A linha do horizonte circunscreve um espaço de percepção. O que está para além dela deixa de estar ao alcance da visão.Também a vida espiritual dos homens - nas suas diversas manifestações - precisa de uma linha do horizonte. Para quê? Sem linha do horizonte o espírito singular perde-se. A linha do horizonte permite balizar a actividade espiritual do homem, mas não só. A linha do horizonte é aquilo que o homem, na sua aventura espiritual, vai tentar fazer recuar para, assim, alargar o seu campo de experiência. A vida espiritual é o exercício de tornar, através do recuo do horizonte, o além mais próximo do aqui e do agora.
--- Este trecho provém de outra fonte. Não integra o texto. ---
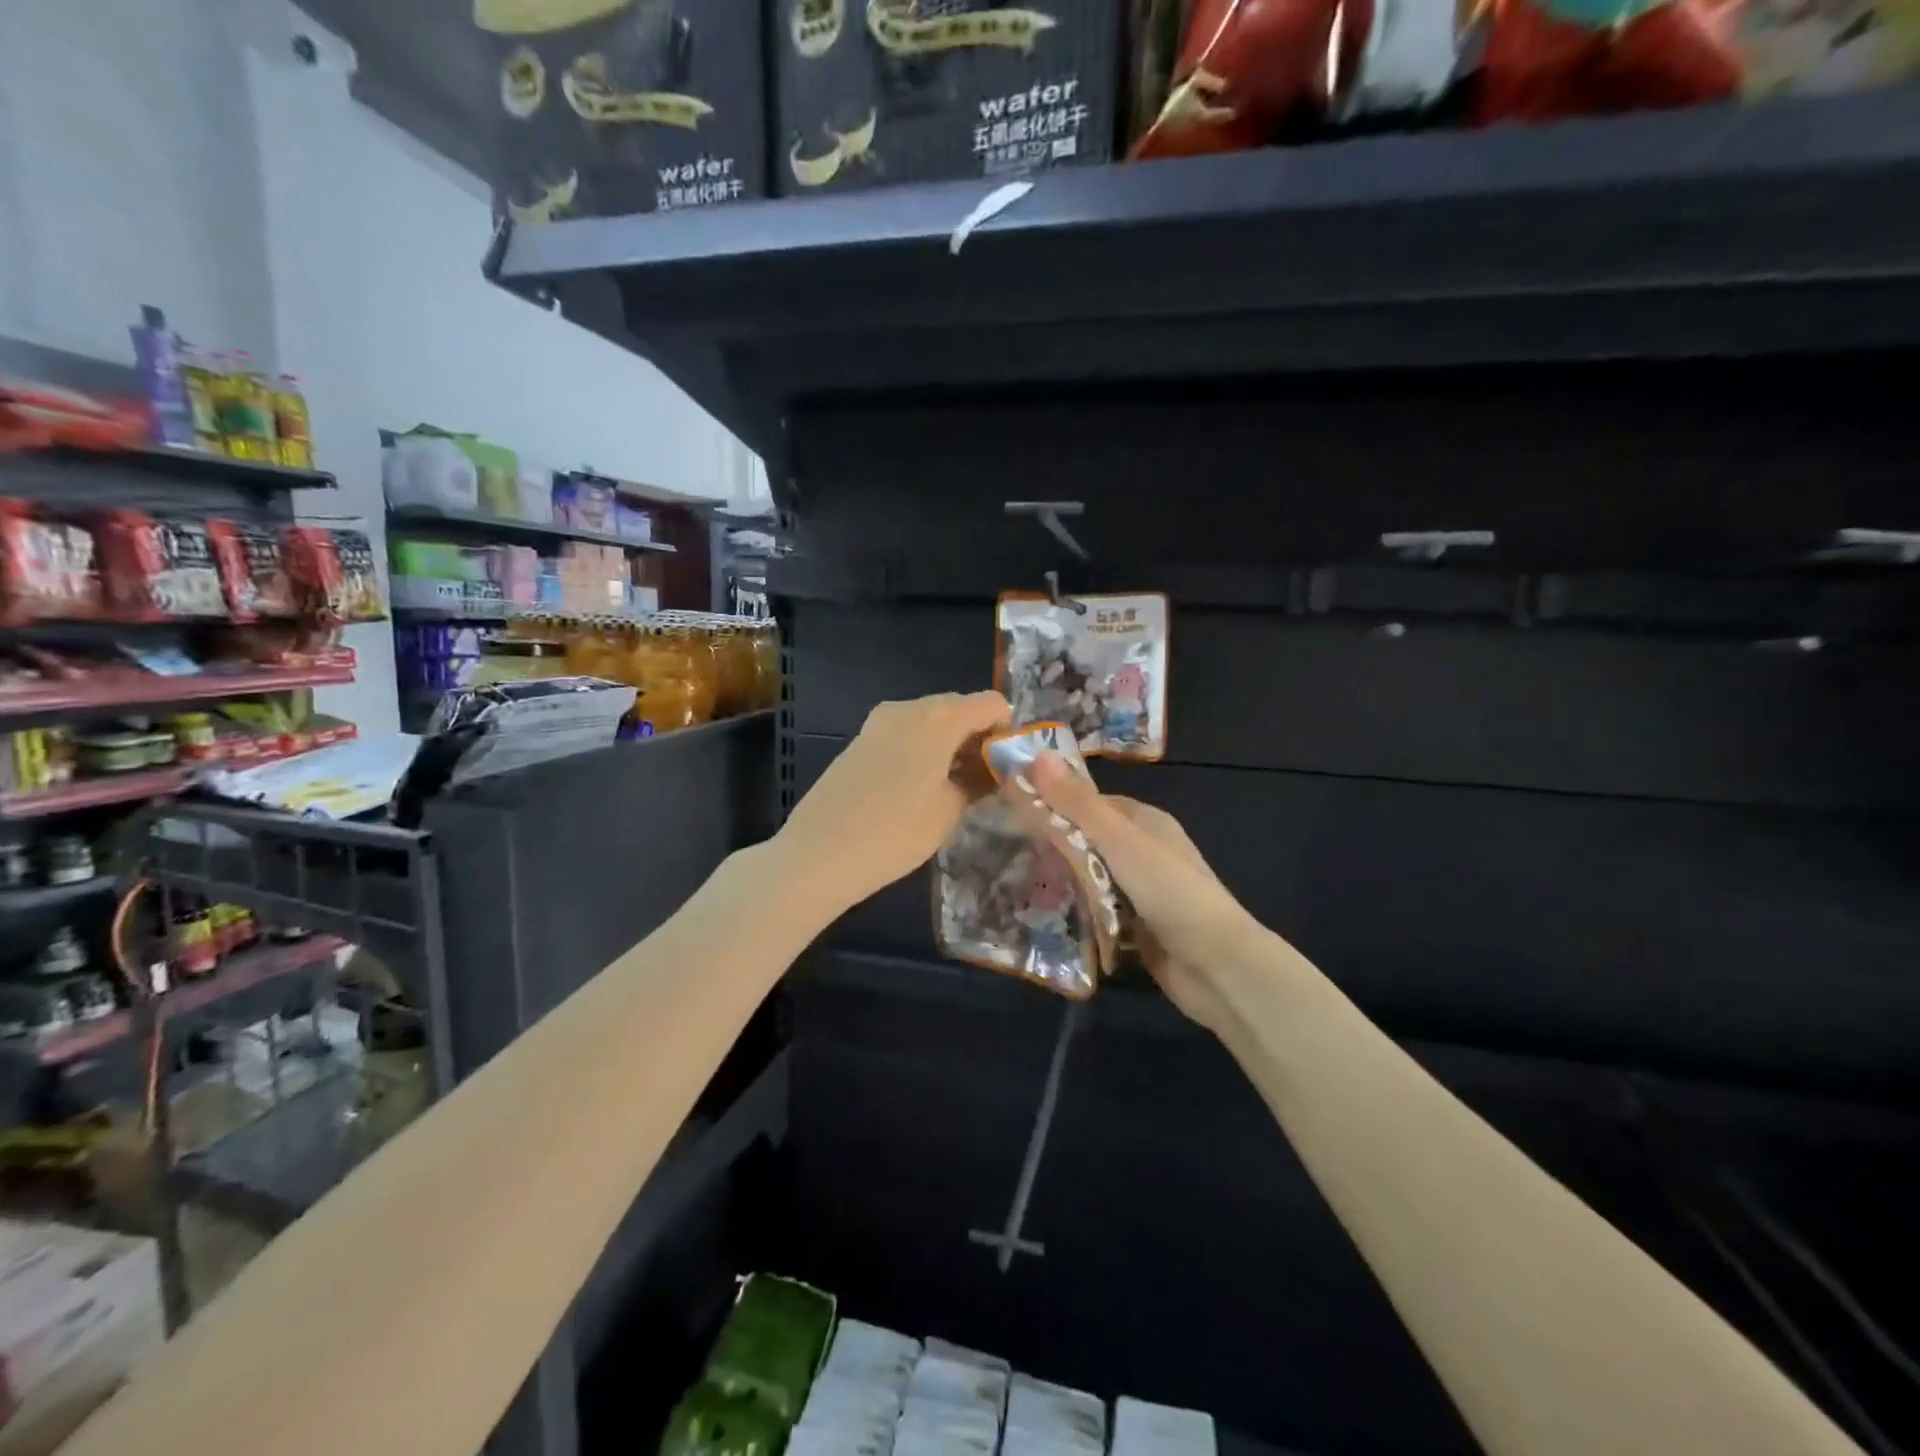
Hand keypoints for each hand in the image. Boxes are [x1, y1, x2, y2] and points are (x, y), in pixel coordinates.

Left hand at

domingo, 3 de abril de 2016

Construções espácio-temporais

Theo van Doesburg - Construcción espaciotemporal II (1923)

Também a vida espiritual é uma construção espácio-temporal. Rasga um caminho na terra ao ritmo do tempo. Não se trata, contudo, do espaço exterior captado tridimensionalmente pelos sentidos nem do tempo cronológico. O tempo é o tempo oportuno, o kairós, e o espaço é aquele que, interior e exteriormente, se traça entre as diversas manifestações desse tempo oportuno, o caminho que torna a vida uma resposta aos desafios que se manifestam segundo o Kairós.

sábado, 2 de abril de 2016

Poemas do Viandante (535)

Jesús María Cormán - 6.6 Richter Scale (2001)

535. a escala de richter

a escala de richter
um segredo
balança 
na terra
o peso de
um dedo
que a abre
e logo logo
a encerra

sexta-feira, 1 de abril de 2016

A mulher e a ave

Pierre Puvis de Chavannes - Le Pigeon (1871)

Eu sou o pássaro que seguro contra o peito e trago em mim o desejo incendiado do voo, o vício impenitente de deixar a terra e elevar-me, como um anjo, aos céus, para, livre da gravidade, poder seguir o caminho no silêncio das alturas. Eu sou a pomba que me toca o seio. No desconcerto de sentir-se presa, a ave funde-se lentamente em mim. Sinto as suas penas na minha pele, o seu coração, vibrátil e ansioso, no meu. Olho o sol e um pássaro terrível chama-me. Ergo um braço, depois outro, e tudo em mim é leveza, ausência de peso. A cidade resplandece ao longe e o sol banha-me o corpo, um corpo tão branco e tão leve. Eu sou a pomba que a mulher segura contra o peito e voo, na liberdade dos céus, no seu corpo alado e quente.